On Wednesday, Milwaukee County Sheriff David Clarke, one of the tough-talking members of the Trump team, said to a radio host that he was going to take a job at the Department of Homeland Security as assistant secretary in the Office of Partnership and Engagement. He mistakenly referred
to it as the "Office of Partnership and Programs," suggesting the position itself -- rather than the substance of the work -- matters more to him.
The announcement was met with a flurry of criticism: Clarke, who is staunchly conservative, said earlier this year that the only time he would reach across the aisle would be to grab a Democrat "by the throat
." And previously he had compared
the Black Lives Matter movement to the Ku Klux Klan.
But Clarke is not just a provocative speaker. On his watch, prisoners have died
, a woman lost a baby
during childbirth and, most recently, an inmate deprived of water
for a week died.
That's why I hope that DHS email to Mother Jones
-- "Senior positions are announced by the department when made official by the secretary. No such announcement with regard to the Office of Public Engagement has been made" -- was a pushback coming from you, Secretary Kelly.
We've only met once, Secretary Kelly, but I was publicly complimentary of your appointment. And I still serve on the department's Homeland Security Advisory Committee until my term expires this summer. I fundamentally disagree with many of the policies at DHS right now, but I still believe in the mission: to protect our communities from all threats and assist them when tragedy occurs.
So I hope you keep pushing back. Because there is one thing I know for sure: Clarke is not only unfit to serve, he will not serve you well. His divisive rhetoric and action will make him an impossible figure for communities to engage with -- and that is a critical part of the job.

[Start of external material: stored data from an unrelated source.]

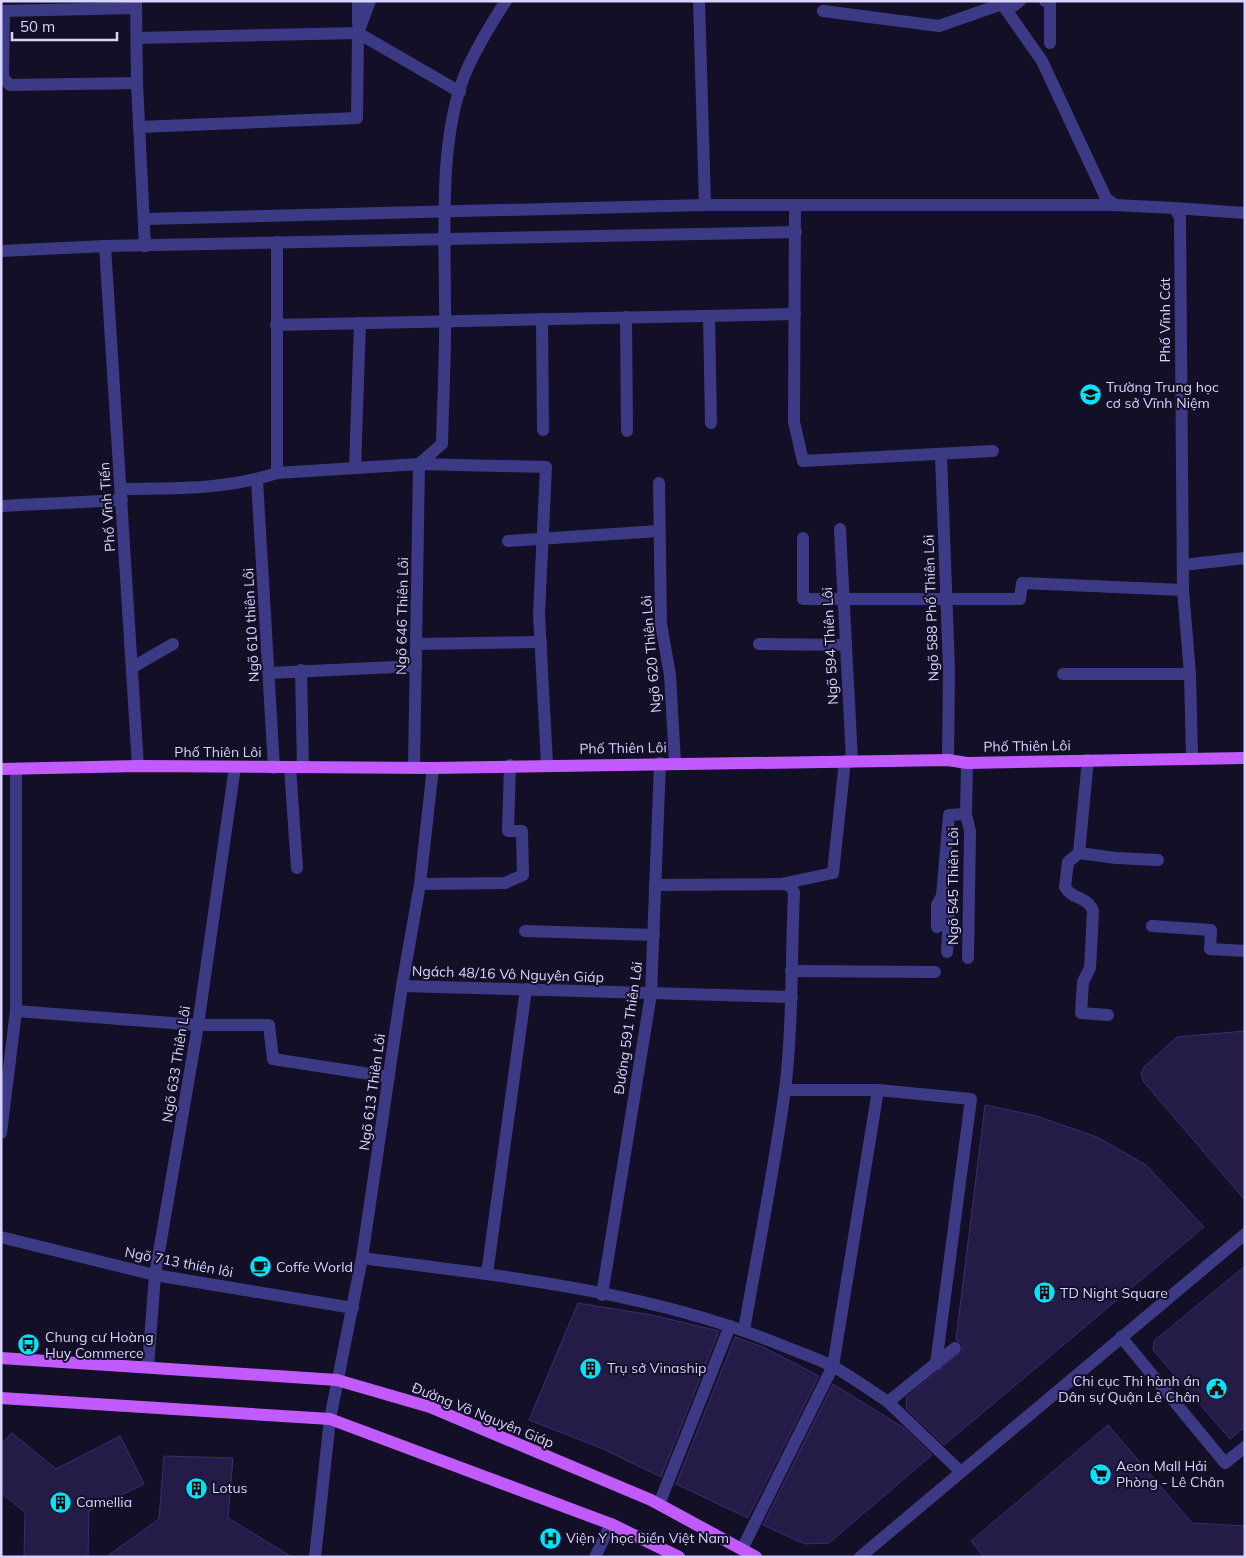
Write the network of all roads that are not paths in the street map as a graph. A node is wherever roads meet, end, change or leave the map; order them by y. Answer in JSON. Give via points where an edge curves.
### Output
{"nodes":[{"id":1,"x":358,"y":1,"type":"edge"},
{"id":2,"x":370,"y":1,"type":"edge"},
{"id":3,"x":506,"y":1,"type":"edge"},
{"id":4,"x":699,"y":1,"type":"edge"},
{"id":5,"x":1020,"y":1,"type":"edge"},
{"id":6,"x":1045,"y":1,"type":"edge"},
{"id":7,"x":136,"y":4,"type":"edge"},
{"id":8,"x":1003,"y":5,"type":"edge"},
{"id":9,"x":3,"y":11,"type":"edge"},
{"id":10,"x":823,"y":11,"type":"dead end"},
{"id":11,"x":358,"y":33,"type":"junction"},
{"id":12,"x":136,"y":38,"type":"junction"},
{"id":13,"x":1050,"y":43,"type":"dead end"},
{"id":14,"x":137,"y":83,"type":"junction"},
{"id":15,"x":460,"y":92,"type":"junction"},
{"id":16,"x":139,"y":127,"type":"junction"},
{"id":17,"x":704,"y":205,"type":"junction"},
{"id":18,"x":1115,"y":205,"type":"junction"},
{"id":19,"x":795,"y":206,"type":"junction"},
{"id":20,"x":1174,"y":208,"type":"junction"},
{"id":21,"x":445,"y":210,"type":"junction"},
{"id":22,"x":1245,"y":213,"type":"edge"},
{"id":23,"x":144,"y":219,"type":"junction"},
{"id":24,"x":796,"y":232,"type":"junction"},
{"id":25,"x":445,"y":238,"type":"junction"},
{"id":26,"x":277,"y":242,"type":"junction"},
{"id":27,"x":105,"y":246,"type":"junction"},
{"id":28,"x":145,"y":246,"type":"junction"},
{"id":29,"x":1,"y":251,"type":"edge"},
{"id":30,"x":795,"y":314,"type":"junction"},
{"id":31,"x":709,"y":316,"type":"junction"},
{"id":32,"x":626,"y":317,"type":"junction"},
{"id":33,"x":542,"y":319,"type":"junction"},
{"id":34,"x":446,"y":321,"type":"junction"},
{"id":35,"x":360,"y":323,"type":"junction"},
{"id":36,"x":276,"y":325,"type":"junction"},
{"id":37,"x":711,"y":423,"type":"dead end"},
{"id":38,"x":543,"y":430,"type":"dead end"},
{"id":39,"x":627,"y":431,"type":"dead end"},
{"id":40,"x":993,"y":450,"type":"dead end"},
{"id":41,"x":941,"y":455,"type":"junction"},
{"id":42,"x":419,"y":464,"type":"junction"},
{"id":43,"x":355,"y":468,"type":"junction"},
{"id":44,"x":277,"y":473,"type":"junction"},
{"id":45,"x":257,"y":480,"type":"junction"},
{"id":46,"x":659,"y":483,"type":"dead end"},
{"id":47,"x":121,"y":494,"type":"junction"},
{"id":48,"x":1,"y":506,"type":"edge"},
{"id":49,"x":840,"y":529,"type":"dead end"},
{"id":50,"x":660,"y":531,"type":"junction"},
{"id":51,"x":803,"y":538,"type":"dead end"},
{"id":52,"x":544,"y":539,"type":"junction"},
{"id":53,"x":508,"y":541,"type":"dead end"},
{"id":54,"x":1245,"y":558,"type":"edge"},
{"id":55,"x":1183,"y":565,"type":"junction"},
{"id":56,"x":1183,"y":590,"type":"junction"},
{"id":57,"x":946,"y":598,"type":"junction"},
{"id":58,"x":842,"y":600,"type":"junction"},
{"id":59,"x":541,"y":642,"type":"junction"},
{"id":60,"x":173,"y":644,"type":"dead end"},
{"id":61,"x":416,"y":644,"type":"junction"},
{"id":62,"x":759,"y":644,"type":"dead end"},
{"id":63,"x":844,"y":644,"type":"junction"},
{"id":64,"x":416,"y":666,"type":"junction"},
{"id":65,"x":133,"y":667,"type":"junction"},
{"id":66,"x":300,"y":670,"type":"junction"},
{"id":67,"x":269,"y":673,"type":"junction"},
{"id":68,"x":1062,"y":674,"type":"dead end"},
{"id":69,"x":1190,"y":674,"type":"junction"},
{"id":70,"x":1192,"y":757,"type":"junction"},
{"id":71,"x":1245,"y":758,"type":"edge"},
{"id":72,"x":948,"y":760,"type":"junction"},
{"id":73,"x":1088,"y":760,"type":"junction"},
{"id":74,"x":848,"y":761,"type":"junction"},
{"id":75,"x":660,"y":763,"type":"junction"},
{"id":76,"x":675,"y":763,"type":"junction"},
{"id":77,"x":967,"y":763,"type":"junction"},
{"id":78,"x":546,"y":764,"type":"junction"},
{"id":79,"x":510,"y":765,"type":"junction"},
{"id":80,"x":138,"y":766,"type":"junction"},
{"id":81,"x":297,"y":767,"type":"junction"},
{"id":82,"x":235,"y":768,"type":"junction"},
{"id":83,"x":274,"y":768,"type":"junction"},
{"id":84,"x":414,"y":768,"type":"junction"},
{"id":85,"x":433,"y":768,"type":"junction"},
{"id":86,"x":1,"y":769,"type":"edge"},
{"id":87,"x":16,"y":769,"type":"junction"},
{"id":88,"x":966,"y":814,"type":"junction"},
{"id":89,"x":1079,"y":853,"type":"junction"},
{"id":90,"x":1158,"y":860,"type":"dead end"},
{"id":91,"x":297,"y":868,"type":"dead end"},
{"id":92,"x":420,"y":884,"type":"junction"},
{"id":93,"x":655,"y":884,"type":"junction"},
{"id":94,"x":780,"y":884,"type":"junction"},
{"id":95,"x":942,"y":896,"type":"junction"},
{"id":96,"x":1152,"y":926,"type":"dead end"},
{"id":97,"x":937,"y":927,"type":"dead end"},
{"id":98,"x":525,"y":932,"type":"dead end"},
{"id":99,"x":654,"y":935,"type":"junction"},
{"id":100,"x":1245,"y":951,"type":"edge"},
{"id":101,"x":947,"y":952,"type":"dead end"},
{"id":102,"x":968,"y":958,"type":"dead end"},
{"id":103,"x":791,"y":971,"type":"junction"},
{"id":104,"x":935,"y":972,"type":"dead end"},
{"id":105,"x":402,"y":986,"type":"junction"},
{"id":106,"x":526,"y":989,"type":"junction"},
{"id":107,"x":651,"y":994,"type":"junction"},
{"id":108,"x":792,"y":997,"type":"junction"},
{"id":109,"x":16,"y":1011,"type":"junction"},
{"id":110,"x":1108,"y":1015,"type":"dead end"},
{"id":111,"x":198,"y":1025,"type":"junction"},
{"id":112,"x":389,"y":1076,"type":"junction"},
{"id":113,"x":785,"y":1090,"type":"junction"},
{"id":114,"x":878,"y":1090,"type":"junction"},
{"id":115,"x":1,"y":1133,"type":"edge"},
{"id":116,"x":1245,"y":1234,"type":"edge"},
{"id":117,"x":1,"y":1237,"type":"edge"},
{"id":118,"x":362,"y":1258,"type":"junction"},
{"id":119,"x":487,"y":1274,"type":"junction"},
{"id":120,"x":155,"y":1275,"type":"junction"},
{"id":121,"x":602,"y":1295,"type":"junction"},
{"id":122,"x":353,"y":1308,"type":"junction"},
{"id":123,"x":730,"y":1326,"type":"junction"},
{"id":124,"x":744,"y":1330,"type":"junction"},
{"id":125,"x":1121,"y":1337,"type":"junction"},
{"id":126,"x":955,"y":1348,"type":"dead end"},
{"id":127,"x":1,"y":1358,"type":"edge"},
{"id":128,"x":936,"y":1364,"type":"junction"},
{"id":129,"x":148,"y":1366,"type":"junction"},
{"id":130,"x":833,"y":1366,"type":"junction"},
{"id":131,"x":337,"y":1380,"type":"junction"},
{"id":132,"x":1,"y":1398,"type":"edge"},
{"id":133,"x":888,"y":1402,"type":"junction"},
{"id":134,"x":330,"y":1419,"type":"junction"},
{"id":135,"x":1245,"y":1447,"type":"edge"},
{"id":136,"x":960,"y":1471,"type":"junction"},
{"id":137,"x":659,"y":1504,"type":"junction"},
{"id":138,"x":611,"y":1524,"type":"junction"},
{"id":139,"x":742,"y":1550,"type":"junction"},
{"id":140,"x":315,"y":1557,"type":"edge"},
{"id":141,"x":595,"y":1557,"type":"edge"},
{"id":142,"x":679,"y":1557,"type":"edge"},
{"id":143,"x":756,"y":1557,"type":"edge"},
{"id":144,"x":860,"y":1557,"type":"edge"}],
"edges":[{"from":1,"to":11,"type":"street"},
{"from":2,"to":11,"type":"street"},
{"from":3,"to":15,"type":"street","via":[[468,68]]},
{"from":4,"to":17,"type":"street"},
{"from":5,"to":8,"type":"street"},
{"from":6,"to":13,"type":"street","via":[[1050,2]]},
{"from":7,"to":9,"type":"street"},
{"from":7,"to":12,"type":"street"},
{"from":8,"to":10,"type":"street","via":[[939,26]]},
{"from":8,"to":18,"type":"street","via":[[1042,60],[1106,198]]},
{"from":9,"to":14,"type":"street","via":[[3,78],[10,85]]},
{"from":11,"to":12,"type":"street"},
{"from":11,"to":15,"type":"street"},
{"from":11,"to":16,"type":"street","via":[[357,118]]},
{"from":12,"to":14,"type":"street"},
{"from":14,"to":16,"type":"street"},
{"from":15,"to":21,"type":"street","via":[[449,142]]},
{"from":16,"to":23,"type":"street"},
{"from":17,"to":19,"type":"street"},
{"from":17,"to":21,"type":"street"},
{"from":18,"to":19,"type":"street"},
{"from":18,"to":20,"type":"street"},
{"from":19,"to":24,"type":"street"},
{"from":20,"to":22,"type":"street"},
{"from":20,"to":55,"type":"street","name":"Phố Vĩnh Cát","via":[[1180,217]]},
{"from":21,"to":23,"type":"street"},
{"from":21,"to":25,"type":"street"},
{"from":23,"to":28,"type":"street"},
{"from":24,"to":25,"type":"street"},
{"from":24,"to":30,"type":"street"},
{"from":25,"to":26,"type":"street"},
{"from":25,"to":34,"type":"street"},
{"from":26,"to":28,"type":"street"},
{"from":26,"to":36,"type":"street"},
{"from":27,"to":28,"type":"street"},
{"from":27,"to":29,"type":"street"},
{"from":27,"to":47,"type":"street","name":"Phố Vĩnh Tiến"},
{"from":30,"to":31,"type":"street"},
{"from":30,"to":41,"type":"street","via":[[794,422],[803,461]]},
{"from":31,"to":32,"type":"street"},
{"from":31,"to":37,"type":"street"},
{"from":32,"to":33,"type":"street"},
{"from":32,"to":39,"type":"street"},
{"from":33,"to":34,"type":"street"},
{"from":33,"to":38,"type":"street"},
{"from":34,"to":35,"type":"street"},
{"from":34,"to":42,"type":"street","via":[[442,444]]},
{"from":35,"to":36,"type":"street"},
{"from":35,"to":43,"type":"street"},
{"from":36,"to":44,"type":"street"},
{"from":40,"to":41,"type":"street"},
{"from":41,"to":57,"type":"street","name":"Ngõ 588 Phố Thiên Lôi"},
{"from":42,"to":43,"type":"street"},
{"from":42,"to":52,"type":"street","via":[[546,467]]},
{"from":42,"to":61,"type":"street","name":"Ngõ 646 Thiên Lôi"},
{"from":43,"to":44,"type":"street"},
{"from":44,"to":45,"type":"street"},
{"from":45,"to":47,"type":"street","via":[[210,488]]},
{"from":45,"to":67,"type":"street","name":"Ngõ 610 thiên Lôi"},
{"from":46,"to":50,"type":"street","name":"Ngõ 620 Thiên Lôi"},
{"from":47,"to":48,"type":"street"},
{"from":47,"to":65,"type":"street","name":"Phố Vĩnh Tiến"},
{"from":49,"to":58,"type":"street","name":"Ngõ 594 Thiên Lôi"},
{"from":50,"to":52,"type":"street"},
{"from":50,"to":76,"type":"street","name":"Ngõ 620 Thiên Lôi","via":[[660,624],[670,675]]},
{"from":51,"to":58,"type":"street","via":[[803,599]]},
{"from":52,"to":53,"type":"street"},
{"from":52,"to":59,"type":"street"},
{"from":54,"to":55,"type":"street"},
{"from":55,"to":56,"type":"street","name":"Phố Vĩnh Cát"},
{"from":56,"to":57,"type":"street","via":[[1022,583],[1020,599]]},
{"from":56,"to":69,"type":"street","name":"Phố Vĩnh Cát"},
{"from":57,"to":58,"type":"street"},
{"from":57,"to":72,"type":"street","name":"Ngõ 588 Phố Thiên Lôi"},
{"from":58,"to":63,"type":"street","name":"Ngõ 594 Thiên Lôi"},
{"from":59,"to":61,"type":"street"},
{"from":59,"to":78,"type":"street"},
{"from":60,"to":65,"type":"street"},
{"from":61,"to":64,"type":"street","name":"Ngõ 646 Thiên Lôi"},
{"from":62,"to":63,"type":"street"},
{"from":63,"to":74,"type":"street","name":"Ngõ 594 Thiên Lôi"},
{"from":64,"to":66,"type":"street"},
{"from":64,"to":84,"type":"street","name":"Ngõ 646 Thiên Lôi"},
{"from":65,"to":80,"type":"street","name":"Phố Vĩnh Tiến"},
{"from":66,"to":67,"type":"street"},
{"from":66,"to":81,"type":"street"},
{"from":67,"to":83,"type":"street","name":"Ngõ 610 thiên Lôi"},
{"from":68,"to":69,"type":"street"},
{"from":69,"to":70,"type":"street","name":"Phố Vĩnh Cát"},
{"from":70,"to":71,"type":"main road","name":"Phố Thiên Lôi"},
{"from":70,"to":73,"type":"main road","name":"Phố Thiên Lôi"},
{"from":72,"to":74,"type":"main road","name":"Phố Thiên Lôi"},
{"from":72,"to":77,"type":"main road","name":"Phố Thiên Lôi"},
{"from":73,"to":77,"type":"main road","name":"Phố Thiên Lôi"},
{"from":73,"to":89,"type":"street"},
{"from":74,"to":76,"type":"main road","name":"Phố Thiên Lôi"},
{"from":74,"to":94,"type":"street","name":"Ngõ 594 Thiên Lôi","via":[[833,873]]},
{"from":75,"to":76,"type":"main road","name":"Phố Thiên Lôi"},
{"from":75,"to":78,"type":"main road","name":"Phố Thiên Lôi"},
{"from":75,"to":93,"type":"street","name":"Đường 591 Thiên Lôi"},
{"from":77,"to":88,"type":"street","name":"Ngõ 545 Thiên Lôi"},
{"from":78,"to":79,"type":"main road","name":"Phố Thiên Lôi"},
{"from":79,"to":85,"type":"main road","name":"Phố Thiên Lôi"},
{"from":79,"to":92,"type":"street","via":[[508,831],[522,831],[523,875],[505,883]]},
{"from":80,"to":82,"type":"main road","name":"Phố Thiên Lôi"},
{"from":80,"to":87,"type":"main road","name":"Phố Thiên Lôi"},
{"from":81,"to":83,"type":"main road","name":"Phố Thiên Lôi"},
{"from":81,"to":84,"type":"main road","name":"Phố Thiên Lôi"},
{"from":81,"to":91,"type":"street"},
{"from":82,"to":83,"type":"main road","name":"Phố Thiên Lôi"},
{"from":82,"to":111,"type":"street","name":"Ngõ 633 Thiên Lôi"},
{"from":84,"to":85,"type":"main road","name":"Phố Thiên Lôi"},
{"from":85,"to":92,"type":"street","name":"Ngõ 613 Thiên Lôi"},
{"from":86,"to":87,"type":"main road","name":"Phố Thiên Lôi"},
{"from":87,"to":109,"type":"street"},
{"from":88,"to":95,"type":"street","name":"Ngõ 545 Thiên Lôi","via":[[949,815]]},
{"from":88,"to":102,"type":"street","name":"Ngõ 545 Thiên Lôi","via":[[970,831]]},
{"from":89,"to":90,"type":"street"},
{"from":89,"to":110,"type":"street","via":[[1068,862],[1065,887],[1071,895],[1091,904],[1093,911],[1090,968],[1084,982],[1081,1013]]},
{"from":92,"to":105,"type":"street","name":"Ngõ 613 Thiên Lôi"},
{"from":93,"to":94,"type":"street"},
{"from":93,"to":99,"type":"street","name":"Đường 591 Thiên Lôi"},
{"from":94,"to":103,"type":"street","via":[[790,886],[794,892]]},
{"from":95,"to":97,"type":"street","via":[[937,905]]},
{"from":95,"to":101,"type":"street","name":"Ngõ 545 Thiên Lôi","via":[[949,911]]},
{"from":96,"to":100,"type":"street","via":[[1211,930],[1210,949]]},
{"from":98,"to":99,"type":"street"},
{"from":99,"to":107,"type":"street","name":"Đường 591 Thiên Lôi"},
{"from":103,"to":104,"type":"street"},
{"from":103,"to":108,"type":"street"},
{"from":105,"to":106,"type":"street","name":"Ngách 48/16 Vô Nguyên Giáp"},
{"from":105,"to":112,"type":"street","name":"Ngõ 613 Thiên Lôi"},
{"from":106,"to":107,"type":"street","name":"Ngách 48/16 Vô Nguyên Giáp"},
{"from":106,"to":119,"type":"street"},
{"from":107,"to":108,"type":"street","name":"Ngách 48/16 Vô Nguyên Giáp"},
{"from":107,"to":121,"type":"street","name":"Đường 591 Thiên Lôi"},
{"from":108,"to":113,"type":"street"},
{"from":109,"to":111,"type":"street"},
{"from":109,"to":115,"type":"street"},
{"from":111,"to":112,"type":"street","via":[[269,1025],[273,1059]]},
{"from":111,"to":120,"type":"street","name":"Ngõ 633 Thiên Lôi"},
{"from":112,"to":118,"type":"street","name":"Ngõ 613 Thiên Lôi"},
{"from":113,"to":114,"type":"street"},
{"from":113,"to":124,"type":"street"},
{"from":114,"to":128,"type":"street","via":[[971,1099]]},
{"from":114,"to":130,"type":"street"},
{"from":116,"to":125,"type":"street"},
{"from":117,"to":120,"type":"street","name":"Ngõ 713 thiên lôi"},
{"from":118,"to":119,"type":"street"},
{"from":118,"to":122,"type":"street","name":"Ngõ 613 Thiên Lôi"},
{"from":119,"to":121,"type":"street"},
{"from":120,"to":122,"type":"street","name":"Ngõ 713 thiên lôi"},
{"from":120,"to":129,"type":"street","name":"Ngõ 633 Thiên Lôi"},
{"from":121,"to":123,"type":"street","via":[[679,1311]]},
{"from":122,"to":131,"type":"street","name":"Ngõ 613 Thiên Lôi"},
{"from":123,"to":124,"type":"street"},
{"from":123,"to":137,"type":"street"},
{"from":124,"to":130,"type":"street"},
{"from":125,"to":135,"type":"street","via":[[1225,1463]]},
{"from":125,"to":136,"type":"street"},
{"from":126,"to":128,"type":"street"},
{"from":127,"to":129,"type":"main road","name":"Đường Võ Nguyên Giáp"},
{"from":128,"to":133,"type":"street"},
{"from":129,"to":131,"type":"main road","name":"Đường Võ Nguyên Giáp"},
{"from":130,"to":133,"type":"street"},
{"from":130,"to":139,"type":"street"},
{"from":131,"to":134,"type":"street","name":"Ngõ 613 Thiên Lôi"},
{"from":131,"to":137,"type":"main road","name":"Đường Võ Nguyên Giáp","via":[[430,1407]]},
{"from":132,"to":134,"type":"main road"},
{"from":133,"to":136,"type":"street"},
{"from":134,"to":138,"type":"main road"},
{"from":134,"to":140,"type":"street","name":"Ngõ 613 Thiên Lôi"},
{"from":136,"to":144,"type":"street"},
{"from":137,"to":139,"type":"main road","name":"Đường Võ Nguyên Giáp"},
{"from":138,"to":141,"type":"street"},
{"from":138,"to":142,"type":"main road"},
{"from":139,"to":143,"type":"main road","name":"Đường Võ Nguyên Giáp"}]}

I should know. I had the job in the Obama administration.
There are agencies at the DHS that require strong leadership and a clear chain of command, such as at the Coast Guard or Transportation Security Administration.
But there are other jobs that require outreach, communication and a whole lot of good will. My job, then referred to as assistant secretary for the Office of Intergovernmental Affairs, was to engage the homeland, including the hodgepodge of local, state, territorial and tribal governments; civil servants, from public health officials to police officers, who are part of the safety and security apparatus; the private sector; nongovernmental organizations; and others whose work touches on our preparedness and resiliency.
Coming into the job, I knew a little something about what was required. I had served as homeland security adviser in Massachusetts. In Obama's administration alone, the assistant secretary of the Office of Intergovernmental Affairs position was held by Betsy Markey, a Democratic congresswoman from New Jersey, Phillip McNamara, who had a long career at the Democratic National Committee working on community outreach, and me. We understood the homeland was complex and diverse, and we looked to DHS for guidance, support and information in times of crises.
Secretary Kelly, you know the relationship between DHS and the homeland can often be strained. Now is no exception. Mayors are balking
at draconian immigration enforcement efforts, police departments are challenging
threatened action against sanctuary cities and Arab and Muslim communities are reeling from policies like the President's (now-halted) travel ban.
We don't need to debate those now; those are the policies the new administration has chosen.
But you know, far better than I, that one day something terrible will happen in this nation. It may be a terror attack, a hurricane, a pandemic, an industrial accident or a cyberattack against our infrastructure.
You name it, we are at risk of it. And when one of these situations arises, communities across the country will look to DHS to lead.
You will need someone serving them who is committed to engagement, who does not view the world as "us vs. them" and who the nation has confidence in. You will need someone who can work across political divides. You will need someone who can look beyond a narrow police focus. You will need someone who does not elicit shock, dismay or rejection.
That person is not Sheriff David Clarke.
So, if I am right, I hope you keep pushing back.